The facts show that plaintiff loaded the bundle in the middle of the truck necessitating the use of a canvas strap or "free rigging" rather than allowing the forks to fit underneath the bundle. There is no OSHA regulation against this practice and plaintiff and Bramble had used this procedure without incident at Viking previously.*fn1 After putting the strap on the fork, plaintiff signaled to Bramble to lift the bundle. There is no OSHA regulation prohibiting the use of "spotters" or requiring that the forklift driver come down off the forklift in order to inspect a load before lifting it. There is an OSHA regulation, however, stating that "only stable or safely arranged loads shall be handled." See 29 CFR 1910.178(o)(1). Bramble relied on plaintiff to secure the strap in place which, as we have noted, could not have been placed flush to the back of the fork because of the placement of the bundle. There is no dispute that after plaintiff put the strap on the fork, that Bramble tilted the forks back. Plaintiff testified that he then told Bramble to stop so that he could get down from the back of the truck in order to assist while Bramble lowered the bundle.

Viewing the facts in the light most favorable to plaintiff, a question arises whether it was reasonable for Bramble to rely on plaintiff's decision to put the strap on one fork a few inches from the end of the tapered end, and whether it was reasonable for him to rely on plaintiff's assessment that the load was stable. In addition, there is an OSHA regulation prohibiting anyone from standing under the forks. See 29 CFR 1910.178(m)(2) (prohibiting anyone from standing or passing under the elevated portion of any truck, whether loaded or empty). Both plaintiff and Bramble testified that plaintiff was not directly under the forks. To be sure, plaintiff testified that he "wasn't under the load"; that he was "off to the side -- to the side of the load." Bramble also testified that plaintiff was never under the forks and knew that pursuant to OSHA regulations, pedestrians are not permitted under an elevated load.
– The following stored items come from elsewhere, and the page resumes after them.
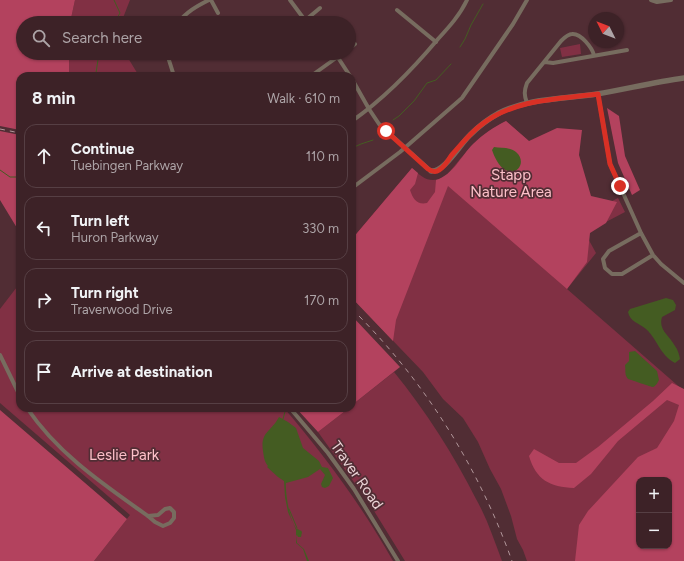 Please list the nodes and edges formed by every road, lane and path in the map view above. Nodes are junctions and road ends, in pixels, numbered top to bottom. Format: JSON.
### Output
{"nodes":[{"id":1,"x":210,"y":0,"type":"edge"},
{"id":2,"x":290,"y":0,"type":"edge"},
{"id":3,"x":467,"y":0,"type":"edge"},
{"id":4,"x":528,"y":0,"type":"edge"},
{"id":5,"x":651,"y":0,"type":"edge"},
{"id":6,"x":671,"y":0,"type":"edge"},
{"id":7,"x":320,"y":8,"type":"dead end"},
{"id":8,"x":397,"y":10,"type":"dead end"},
{"id":9,"x":218,"y":13,"type":"dead end"},
{"id":10,"x":183,"y":16,"type":"edge"},
{"id":11,"x":301,"y":16,"type":"edge"},
{"id":12,"x":311,"y":16,"type":"edge"},
{"id":13,"x":436,"y":42,"type":"junction"},
{"id":14,"x":627,"y":50,"type":"dead end"},
{"id":15,"x":594,"y":55,"type":"junction"},
{"id":16,"x":169,"y":60,"type":"edge"},
{"id":17,"x":330,"y":60,"type":"edge"},
{"id":18,"x":339,"y":60,"type":"edge"},
{"id":19,"x":544,"y":62,"type":"junction"},
{"id":20,"x":173,"y":72,"type":"edge"},
{"id":21,"x":316,"y":72,"type":"edge"},
{"id":22,"x":347,"y":72,"type":"edge"},
{"id":23,"x":684,"y":78,"type":"edge"},
{"id":24,"x":356,"y":87,"type":"edge"},
{"id":25,"x":598,"y":94,"type":"junction"},
{"id":26,"x":527,"y":103,"type":"junction"},
{"id":27,"x":369,"y":109,"type":"junction"},
{"id":28,"x":356,"y":118,"type":"edge"},
{"id":29,"x":404,"y":148,"type":"junction"},
{"id":30,"x":431,"y":171,"type":"joint"},
{"id":31,"x":356,"y":185,"type":"edge"},
{"id":32,"x":640,"y":233,"type":"junction"},
{"id":33,"x":653,"y":255,"type":"junction"},
{"id":34,"x":684,"y":283,"type":"edge"},
{"id":35,"x":0,"y":355,"type":"edge"},
{"id":36,"x":16,"y":388,"type":"edge"},
{"id":37,"x":30,"y":412,"type":"edge"},
{"id":38,"x":293,"y":412,"type":"edge"},
{"id":39,"x":148,"y":516,"type":"junction"},
{"id":40,"x":398,"y":561,"type":"edge"}],
"edges":[{"from":1,"to":9,"type":"street"},
{"from":1,"to":10,"type":"street"},
{"from":2,"to":11,"type":"street"},
{"from":3,"to":13,"type":"street"},
{"from":4,"to":29,"type":"street"},
{"from":5,"to":6,"type":"street"},
{"from":7,"to":12,"type":"street"},
{"from":8,"to":13,"type":"street"},
{"from":13,"to":27,"type":"street"},
{"from":14,"to":15,"type":"street"},
{"from":15,"to":19,"type":"street"},
{"from":15,"to":19,"type":"street"},
{"from":16,"to":20,"type":"street"},
{"from":17,"to":21,"type":"street"},
{"from":18,"to":22,"type":"street"},
{"from":19,"to":26,"type":"street"},
{"from":23,"to":25,"type":"street"},
{"from":24,"to":27,"type":"street"},
{"from":25,"to":26,"type":"street"},
{"from":25,"to":32,"type":"street"},
{"from":26,"to":30,"type":"street"},
{"from":27,"to":28,"type":"street"},
{"from":27,"to":29,"type":"street"},
{"from":29,"to":30,"type":"street"},
{"from":29,"to":31,"type":"street"},
{"from":32,"to":33,"type":"street"},
{"from":32,"to":33,"type":"street"},
{"from":33,"to":34,"type":"street"},
{"from":35,"to":36,"type":"street"},
{"from":37,"to":39,"type":"street"},
{"from":38,"to":40,"type":"street","name":"Traver Road"},
{"from":39,"to":39,"type":"street"}]}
However, the testimony regarding what happened in the few seconds before the injury suggests that plaintiff was under the bundle in a way that was not permissible under OSHA regulations. Plaintiff testified that he was close enough to the bundle to attempt to grab it and assist in lowering it. Bramble testified that plaintiff got off the truck and reached up to level the bundle while Bramble was lowering it. Bramble also testified that as plaintiff was running backwards, the bundle fell and hit his arm. Thus, despite plaintiff's apparent good intentions to assist in helping to lower the bundle, it is clear that plaintiff was in an area where he should not have been. The policy underlying OSHA regulations is create a safe work environment. See Reich v. Manganas, 70 F.3d 434, 437 (6th Cir. 1995) (noting that the stated purpose of OSHA legislation is to assure safe, healthful work environments). Therefore, this Court finds that being close enough to physically touch a bundle weighing over 300 pounds suspended by a strap attached to one elevated fork on a forklift violates the OSHA regulation prohibiting pedestrians from standing or passing underneath an elevated portion of a truck.

Violation of an OSHA regulation, however, may only be considered as some evidence of negligence. "A finding of an OSHA violation does not ipso facto constitute a basis for assigning negligence as a matter of law; however, OSHA regulations are pertinent in determining the nature and extent of any duty of care." Costa v. Gaccione, 408 N.J.Super. 362, 369-70, 975 A.2d 451, 455 (App.Div. 2009) (internal citations and quotation marks omitted). A "duty of care is not per se imposed solely on a finding of an OSHA regulatory violation." Id. 408 N.J.Super. at 371, 975 A.2d at 457. "Rather, violations of OSHA are to be considered with other 'fairness' factors in determining the existence of a duty and the duty's scope." Id. 408 N.J.Super. at 373, 975 A.2d at 457.

Therefore, even if defendant violated an OSHA regulation, the issue remains whether it was foreseeable that plaintiff could be injured. According to defendants, the forks were up and plaintiff grabbed the bundle before it came down. According to plaintiff, the forks were either level or had come down and the forklift stopped abruptly which caused the bundle to slide off. It is for a jury to decide which version is correct, or whether both are partly correct - e.g., while the forks did level off, the pressure of plaintiff's hand pulling on the bundle caused it to fall.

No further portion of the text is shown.